Pfizer and Moderna only recently started studying their vaccines in children as young as 12 years old, and no manufacturer has begun trials in children even younger. Regulators have also called for more data in pregnant women and for certain risk factors like heart disease, diabetes and other illnesses that could affect the immune system. Health experts say that a vaccine that may only work moderately overall may be best for key subpopulations, such as pregnant women.

And some of the vaccines still in development may prove easier to manufacture, transport or administer than the Pfizer and Moderna shots.

Both of those authorized vaccines use relatively new messenger RNA technology to instruct cells to make a protein found on the virus, which revs up the body's immune system. J&J and AstraZeneca use a more traditional method, in which small bits of DNA from the coronavirus are edited into a weakened version of another virus called an an adenovirus. When the adenovirus enters cells, they read its DNA and produce a protein found in the coronavirus.

One theory about the AstraZeneca dosing confusion is that a full dose of the adenovirus triggered too big of an immune response — so the body didn’t have time to learn much about the coronavirus it was meant to protect against, said Rasmussen. “There is still value in having that information, because maybe [AstraZeneca] can start assessing that half-dose regimen.”

But the AstraZeneca data could present a quandary for FDA’s independent vaccine advisory panel, which has been meeting publicly to discuss each candidate in a bid to boost transparency and public confidence. The company has said that combined results so far from its Phase III trials show its vaccine to be 70 percent effective. But the two dosing regimens tell different stories: 90 percent is basically comparable with the existing vaccines; 62 percent is not.

“You can’t reasonably combine data from two different dosing strategies, two different dosing intervals and two different placebo groups,” Paul Offit, a vaccine expert at the University of Pennsylvania who sits on the FDA’s expert panel, the Vaccines and Related Biological Products Advisory Committee.

It also presents a sticky situation for the largest national vaccination plan in history. While the two vaccines authorized now have nearly identical efficacy and safety profiles and use the same technology, having a more varied roster of vaccines would be harder to distribute fairly.
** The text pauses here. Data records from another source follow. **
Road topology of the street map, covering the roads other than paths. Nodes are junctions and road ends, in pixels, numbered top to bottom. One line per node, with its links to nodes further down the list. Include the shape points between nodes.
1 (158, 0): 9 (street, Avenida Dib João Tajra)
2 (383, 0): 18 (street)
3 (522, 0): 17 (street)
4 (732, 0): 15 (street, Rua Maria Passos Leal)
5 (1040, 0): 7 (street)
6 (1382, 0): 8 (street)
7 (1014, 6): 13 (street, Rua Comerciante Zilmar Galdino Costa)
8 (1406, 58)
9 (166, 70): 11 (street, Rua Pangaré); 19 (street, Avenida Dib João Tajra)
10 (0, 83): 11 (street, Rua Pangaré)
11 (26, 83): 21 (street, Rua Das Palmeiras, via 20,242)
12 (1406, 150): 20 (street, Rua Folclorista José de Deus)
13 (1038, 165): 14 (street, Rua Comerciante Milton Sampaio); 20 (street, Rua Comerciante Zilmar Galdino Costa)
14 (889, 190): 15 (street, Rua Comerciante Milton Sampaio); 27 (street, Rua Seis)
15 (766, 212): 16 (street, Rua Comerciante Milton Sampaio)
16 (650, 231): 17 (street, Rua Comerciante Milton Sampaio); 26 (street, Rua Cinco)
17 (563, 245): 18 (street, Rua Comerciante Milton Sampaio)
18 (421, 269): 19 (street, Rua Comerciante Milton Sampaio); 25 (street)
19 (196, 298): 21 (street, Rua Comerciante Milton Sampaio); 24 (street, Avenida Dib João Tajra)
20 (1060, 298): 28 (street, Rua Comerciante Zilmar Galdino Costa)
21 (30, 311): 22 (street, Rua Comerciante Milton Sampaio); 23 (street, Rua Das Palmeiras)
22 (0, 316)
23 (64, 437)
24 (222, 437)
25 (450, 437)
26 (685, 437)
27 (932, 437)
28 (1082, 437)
“There are obvious ethical issues: If one vaccine is more effective than the others, who gets what, right?” said Philip Landrigan, director of the global public health program at Boston College, who stressed the importance of clear federal planning if that happens. “Transparency and openness have another benefit beyond just ensuring that the system works well — it could persuade people who are reluctant to get the vaccine.”